→ **What to do**
Would you transcribe each entry that follows word for word, minus the images?
"""
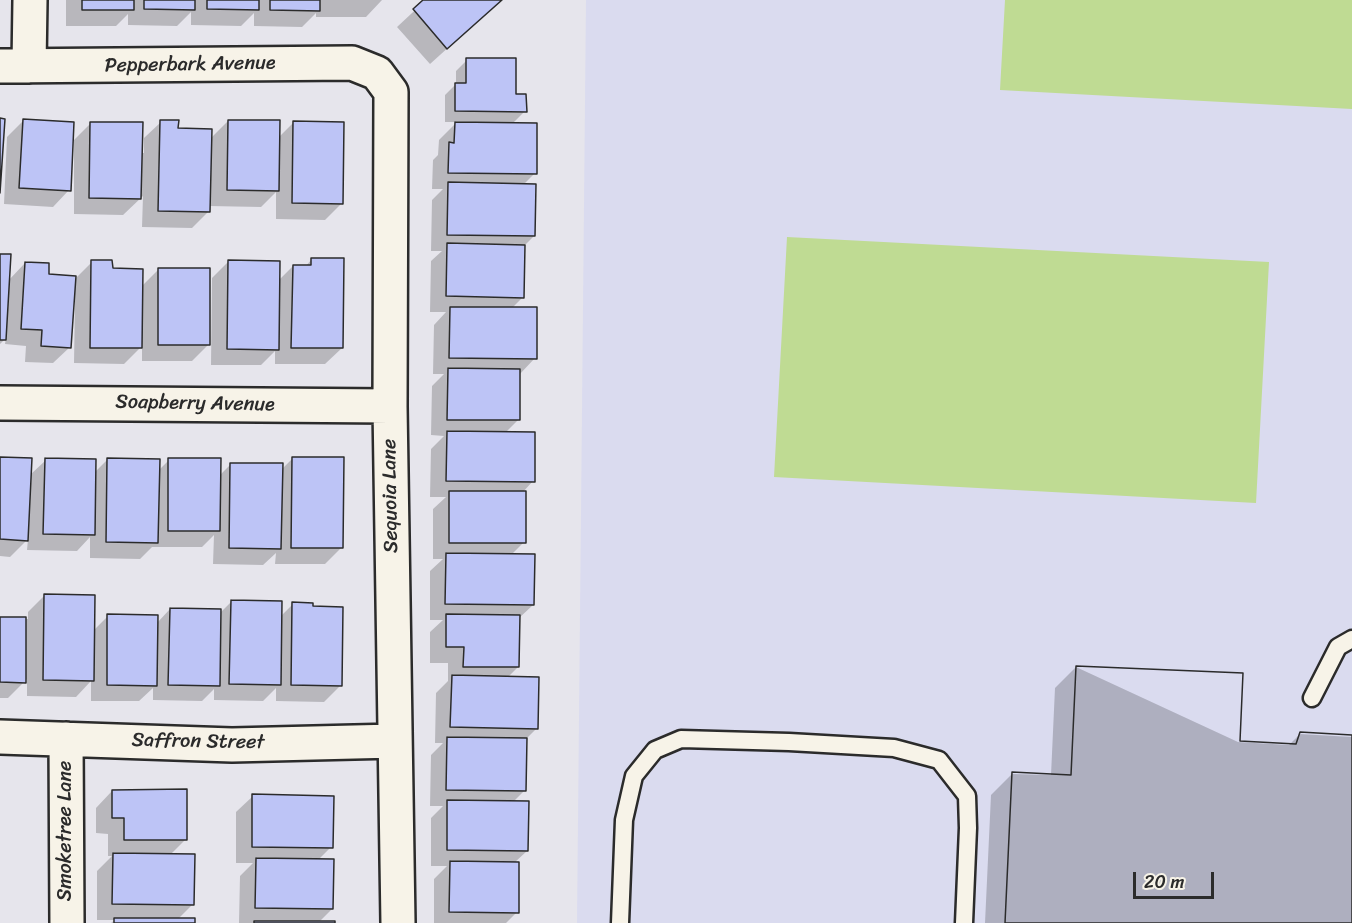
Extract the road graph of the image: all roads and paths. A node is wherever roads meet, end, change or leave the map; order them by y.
1 (30, 0) edge
2 (14, 66) edge
3 (377, 73) joint
4 (0, 402) edge
5 (390, 406) junction
6 (1352, 639) edge
7 (1312, 698) dead end
8 (0, 737) edge
9 (66, 739) junction
10 (395, 741) junction
11 (67, 923) edge
12 (398, 923) edge
13 (620, 923) edge
14 (964, 923) edge

1 - 2 street
2 - 3 street, Pepperbark Avenue
3 - 5 street, Sequoia Lane
4 - 5 street, Soapberry Avenue
5 - 10 street, Sequoia Lane
6 - 7 lane
8 - 9 street, Saffron Street
9 - 10 street, Saffron Street
9 - 11 street, Smoketree Lane
10 - 12 street, Sequoia Lane
13 - 14 lane

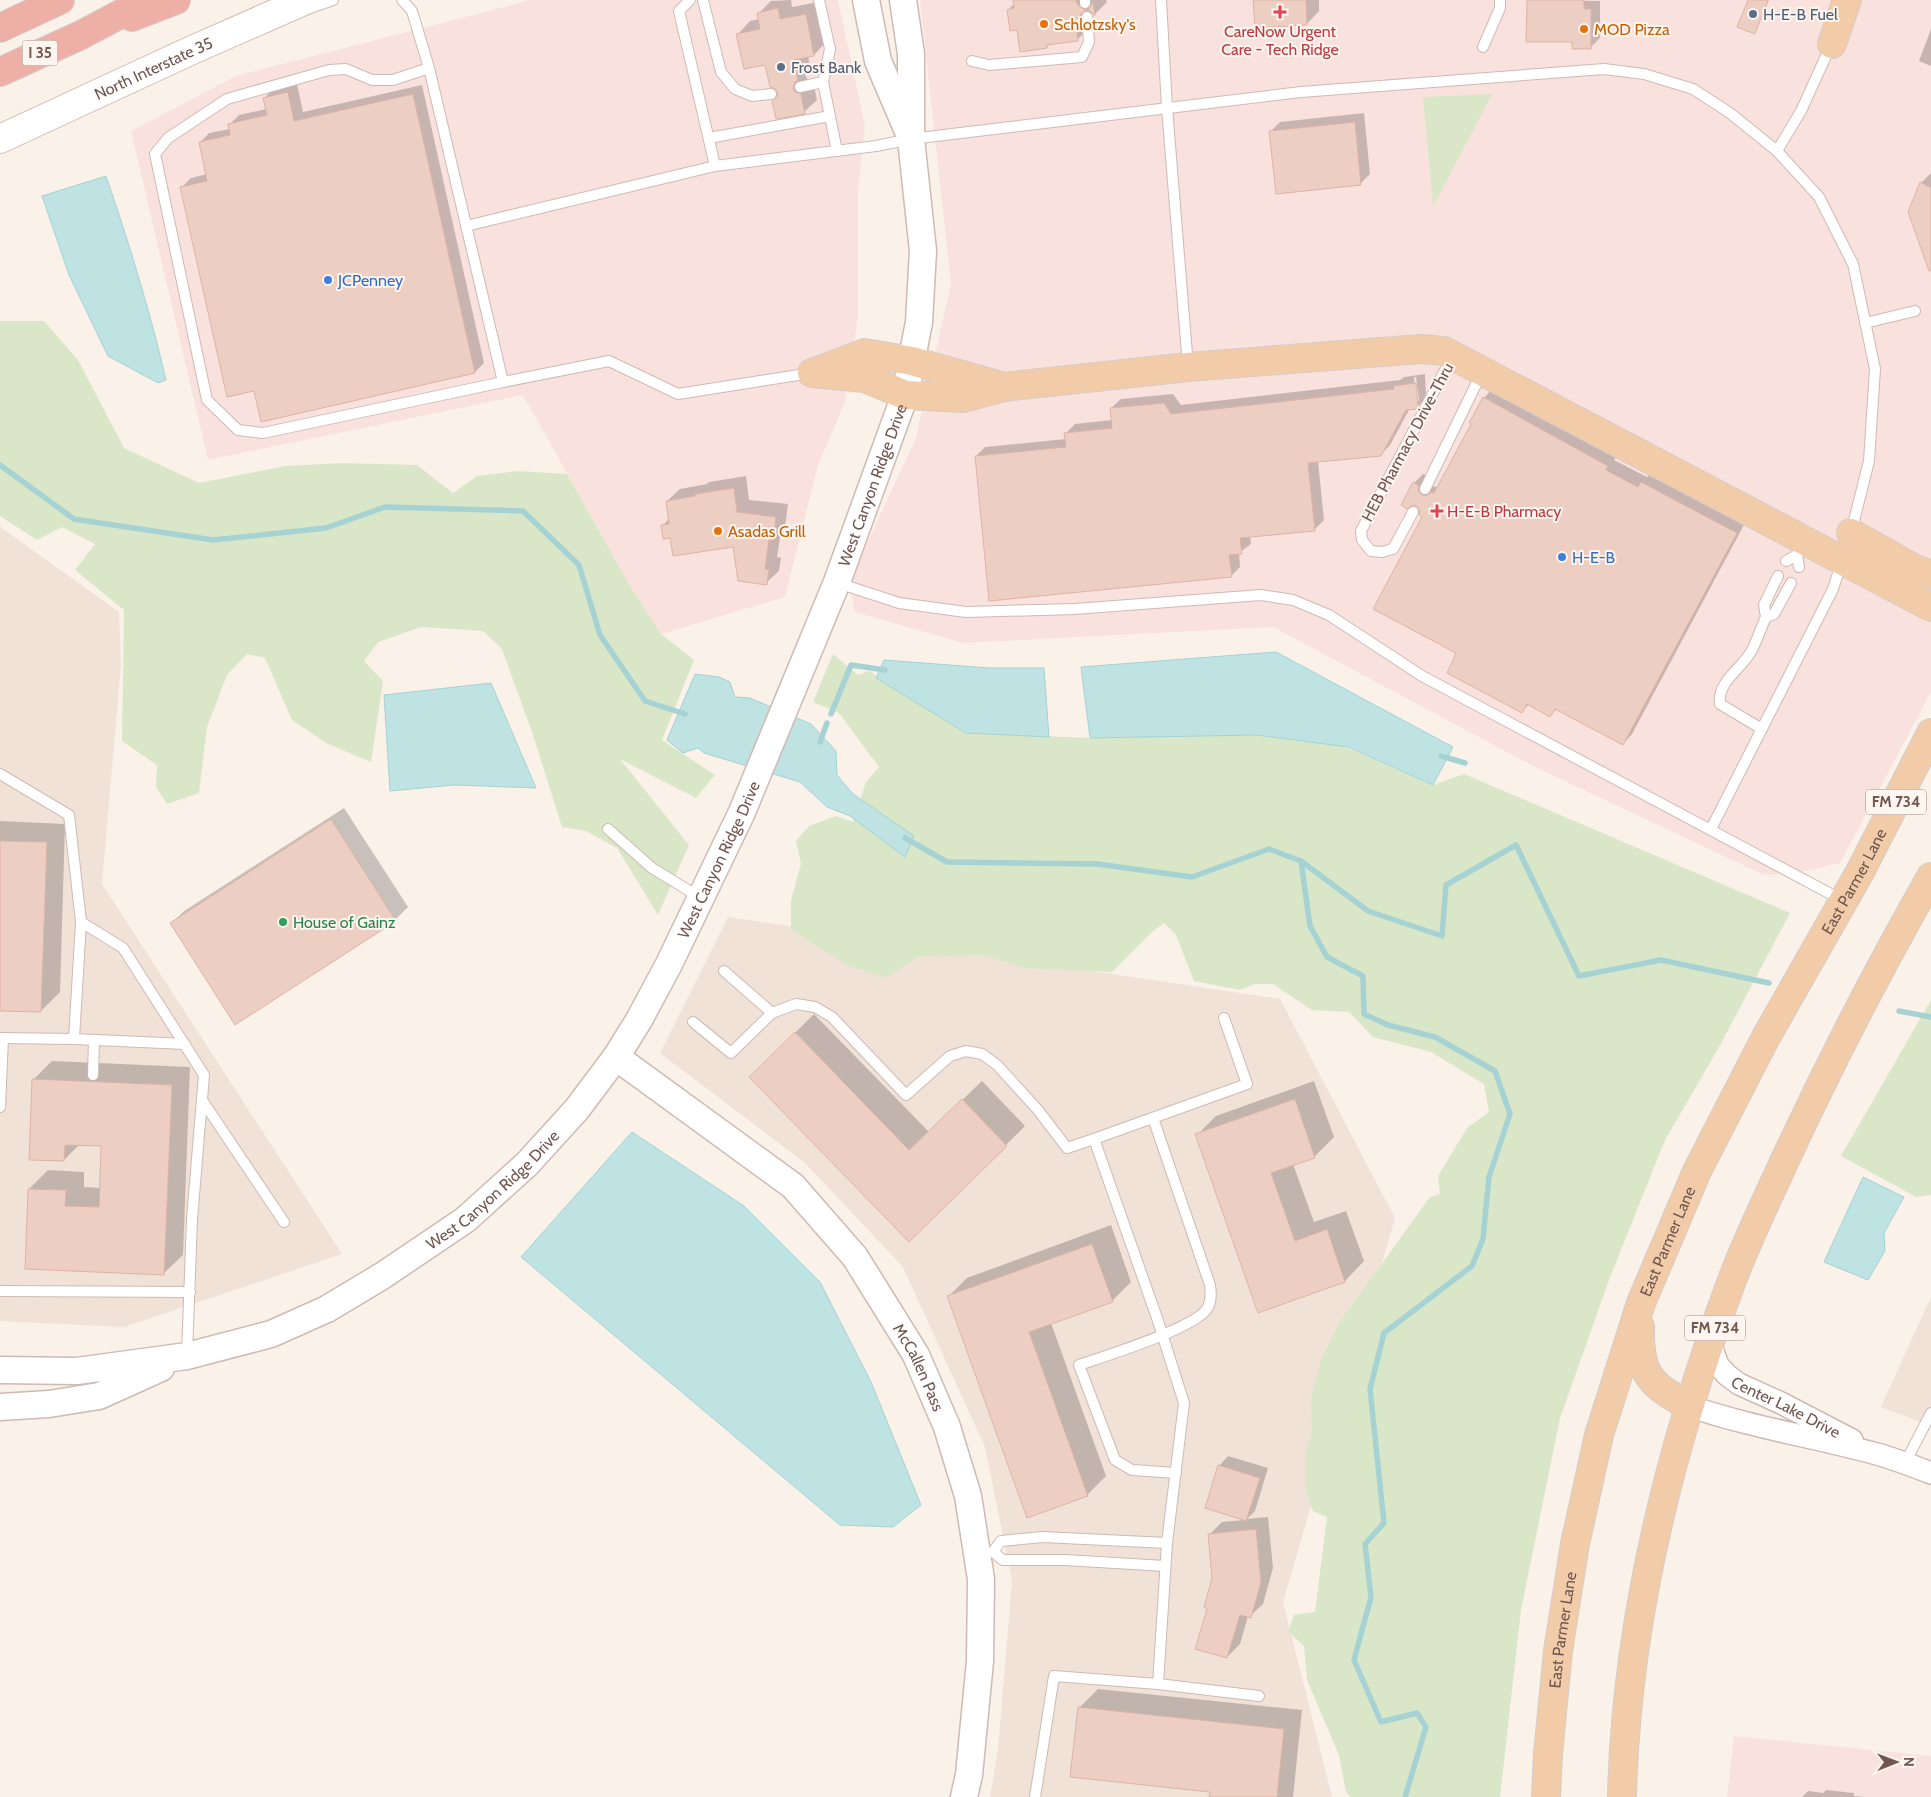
"""
→ **Solution for this problem**
Extract the road graph of the image: all roads and paths. A node is wherever roads meet, end, change or leave the map; order them by y.
1 (30, 0) edge
2 (14, 66) edge
3 (377, 73) joint
4 (0, 402) edge
5 (390, 406) junction
6 (1352, 639) edge
7 (1312, 698) dead end
8 (0, 737) edge
9 (66, 739) junction
10 (395, 741) junction
11 (67, 923) edge
12 (398, 923) edge
13 (620, 923) edge
14 (964, 923) edge

1 - 2 street
2 - 3 street, Pepperbark Avenue
3 - 5 street, Sequoia Lane
4 - 5 street, Soapberry Avenue
5 - 10 street, Sequoia Lane
6 - 7 lane
8 - 9 street, Saffron Street
9 - 10 street, Saffron Street
9 - 11 street, Smoketree Lane
10 - 12 street, Sequoia Lane
13 - 14 lane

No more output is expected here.